Bedtools /dev/stdin behaves differently that just stdin
This
$cat a.bed \
| bedtools subtract -a /dev/stdin -b b.bed
| bedtools subtract -a /dev/stdin -b c.bed \
> out.bed
yields
***** WARNING: File /dev/stdin has inconsistent naming convention for record:
hr1 <redacted> <redacted>
***** WARNING: File /dev/stdin has inconsistent naming convention for record:
r1 <redacted> <redacted>
and the resulting BED file (out.bed) is missing many records at the start and has a record that starts with hr1 (should be chr1).
No such error occurs with the command below and the output BED file is as expected:
$cat a.bed \
| bedtools subtract -a stdin -b b.bed
| bedtools subtract -a stdin -b c.bed \
> out.bed
$ bedtools --version
bedtools v2.29.2
I am unable to reproduce this. Could you share your files and let me know what OS and shell?
If I make a.bed have an oddly named chrom I can get the expected naming error with both approaches.
I suspect @nh13's input records are all normally-named chroms like chr1 but due to already-read buffers being accidentally dropped they are being misread as the partial suffixes hr1 and r1.

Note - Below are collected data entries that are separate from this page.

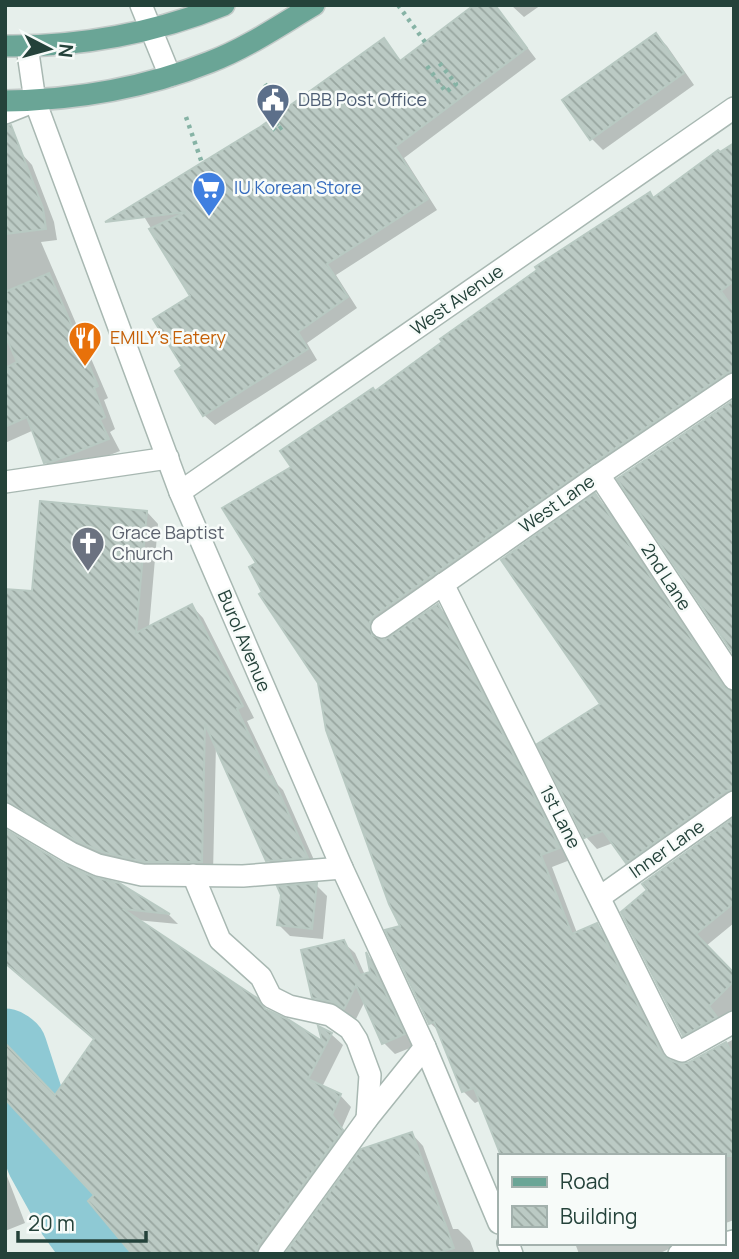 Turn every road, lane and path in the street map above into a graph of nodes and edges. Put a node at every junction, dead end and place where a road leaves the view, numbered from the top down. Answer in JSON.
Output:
{"nodes":[{"id":1,"x":141,"y":5,"type":"edge"},
{"id":2,"x":224,"y":5,"type":"edge"},
{"id":3,"x":314,"y":5,"type":"edge"},
{"id":4,"x":398,"y":5,"type":"edge"},
{"id":5,"x":150,"y":30,"type":"junction"},
{"id":6,"x":425,"y":42,"type":"dead end"},
{"id":7,"x":5,"y":46,"type":"edge"},
{"id":8,"x":27,"y":46,"type":"junction"},
{"id":9,"x":437,"y":60,"type":"dead end"},
{"id":10,"x":427,"y":66,"type":"dead end"},
{"id":11,"x":170,"y":76,"type":"junction"},
{"id":12,"x":265,"y":84,"type":"dead end"},
{"id":13,"x":35,"y":101,"type":"junction"},
{"id":14,"x":5,"y":102,"type":"edge"},
{"id":15,"x":734,"y":108,"type":"edge"},
{"id":16,"x":284,"y":109,"type":"dead end"},
{"id":17,"x":5,"y":113,"type":"edge"},
{"id":18,"x":186,"y":117,"type":"dead end"},
{"id":19,"x":282,"y":120,"type":"dead end"},
{"id":20,"x":282,"y":127,"type":"dead end"},
{"id":21,"x":202,"y":163,"type":"dead end"},
{"id":22,"x":734,"y":384,"type":"edge"},
{"id":23,"x":168,"y":458,"type":"junction"},
{"id":24,"x":599,"y":475,"type":"junction"},
{"id":25,"x":5,"y":482,"type":"edge"},
{"id":26,"x":180,"y":492,"type":"junction"},
{"id":27,"x":443,"y":584,"type":"junction"},
{"id":28,"x":382,"y":627,"type":"dead end"},
{"id":29,"x":734,"y":679,"type":"edge"},
{"id":30,"x":734,"y":802,"type":"edge"},
{"id":31,"x":5,"y":814,"type":"edge"},
{"id":32,"x":342,"y":868,"type":"junction"},
{"id":33,"x":193,"y":876,"type":"junction"},
{"id":34,"x":600,"y":897,"type":"junction"},
{"id":35,"x":734,"y":1022,"type":"edge"},
{"id":36,"x":425,"y":1047,"type":"junction"},
{"id":37,"x":367,"y":1119,"type":"junction"},
{"id":38,"x":498,"y":1221,"type":"edge"},
{"id":39,"x":717,"y":1245,"type":"edge"},
{"id":40,"x":269,"y":1254,"type":"edge"},
{"id":41,"x":679,"y":1254,"type":"edge"}],
"edges":[{"from":1,"to":5,"type":"street"},
{"from":2,"to":5,"type":"main road"},
{"from":3,"to":11,"type":"main road"},
{"from":4,"to":6,"type":"path"},
{"from":5,"to":8,"type":"main road"},
{"from":5,"to":11,"type":"street"},
{"from":7,"to":8,"type":"main road"},
{"from":8,"to":13,"type":"street","name":"Burol Avenue"},
{"from":9,"to":10,"type":"path"},
{"from":11,"to":13,"type":"main road"},
{"from":12,"to":16,"type":"path"},
{"from":13,"to":14,"type":"main road"},
{"from":13,"to":17,"type":"street"},
{"from":13,"to":23,"type":"street","name":"Burol Avenue"},
{"from":15,"to":26,"type":"street","name":"West Avenue"},
{"from":18,"to":21,"type":"path"},
{"from":19,"to":20,"type":"path"},
{"from":22,"to":24,"type":"street","name":"West Lane"},
{"from":23,"to":25,"type":"street"},
{"from":23,"to":26,"type":"street","name":"Burol Avenue"},
{"from":24,"to":27,"type":"street","name":"West Lane"},
{"from":24,"to":29,"type":"street","name":"2nd Lane"},
{"from":26,"to":32,"type":"street","name":"Burol Avenue"},
{"from":27,"to":28,"type":"street","name":"West Lane"},
{"from":27,"to":34,"type":"street","name":"1st Lane"},
{"from":30,"to":34,"type":"street","name":"Inner Lane"},
{"from":31,"to":33,"type":"street"},
{"from":32,"to":33,"type":"street"},
{"from":32,"to":36,"type":"street","name":"Burol Avenue"},
{"from":33,"to":37,"type":"street"},
{"from":34,"to":35,"type":"street","name":"1st Lane"},
{"from":36,"to":37,"type":"street"},
{"from":36,"to":38,"type":"street","name":"Burol Avenue"},
{"from":37,"to":40,"type":"street"},
{"from":39,"to":41,"type":"street"}]} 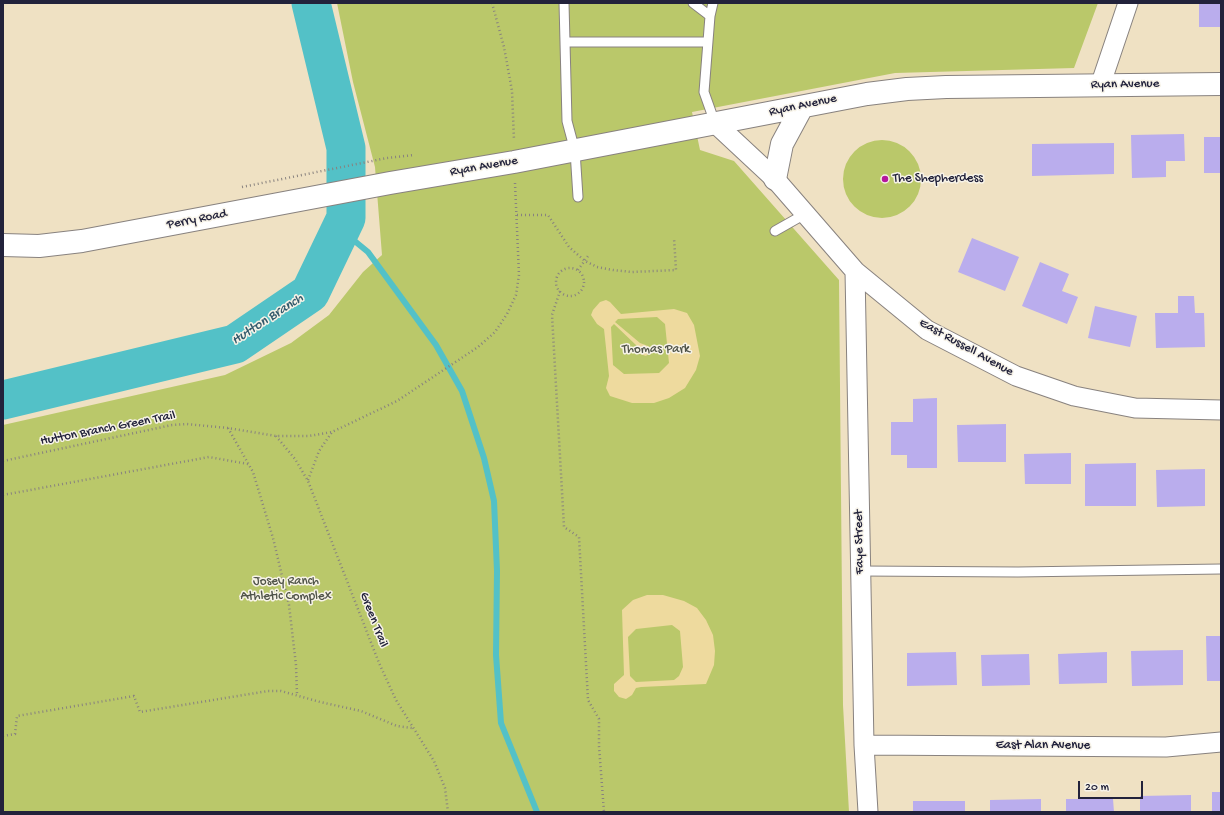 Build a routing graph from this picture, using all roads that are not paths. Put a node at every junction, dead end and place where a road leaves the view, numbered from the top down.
1 (564, 3) edge
2 (693, 3) edge
3 (713, 3) edge
4 (1128, 3) edge
5 (710, 16) junction
6 (565, 42) junction
7 (708, 42) junction
8 (1221, 84) edge
9 (1100, 86) junction
10 (802, 107) junction
11 (716, 124) junction
12 (575, 151) junction
13 (775, 179) junction
14 (390, 183) joint
15 (578, 197) dead end
16 (805, 214) junction
17 (775, 232) dead end
18 (3, 245) edge
19 (855, 271) junction
20 (1221, 410) edge
21 (1221, 569) edge
22 (861, 571) junction
23 (1221, 742) edge
24 (864, 745) junction
25 (868, 812) edge

1 - 6 lane
2 - 5 lane
3 - 5 lane
4 - 9 street
5 - 7 lane
6 - 7 lane
6 - 12 lane
7 - 11 lane
8 - 9 street, Ryan Avenue
9 - 10 street, Ryan Avenue
10 - 11 street, Ryan Avenue
10 - 13 street
11 - 12 street, Ryan Avenue
11 - 13 street, East Russell Avenue
12 - 14 street, Ryan Avenue
12 - 15 lane
13 - 16 street, East Russell Avenue
14 - 18 street, Perry Road
16 - 17 lane
16 - 19 street, East Russell Avenue
19 - 20 street, East Russell Avenue
19 - 22 street, Faye Street
21 - 22 lane
22 - 24 street, Faye Street
23 - 24 street, East Alan Avenue
24 - 25 street, Faye Street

With stdin working (as it is recognised as bedtools's _isStdin special case) but /dev/stdin not working (in 2.29.2) and losing a large buffer's-worth of data at the start (as it is not recognised as _isStdin), I suspect this is another variant of #841 etc. This too has probably been fixed on the current branch by PR #843 but IMHO the robust fix for this sort of thing would be #875's suggestion.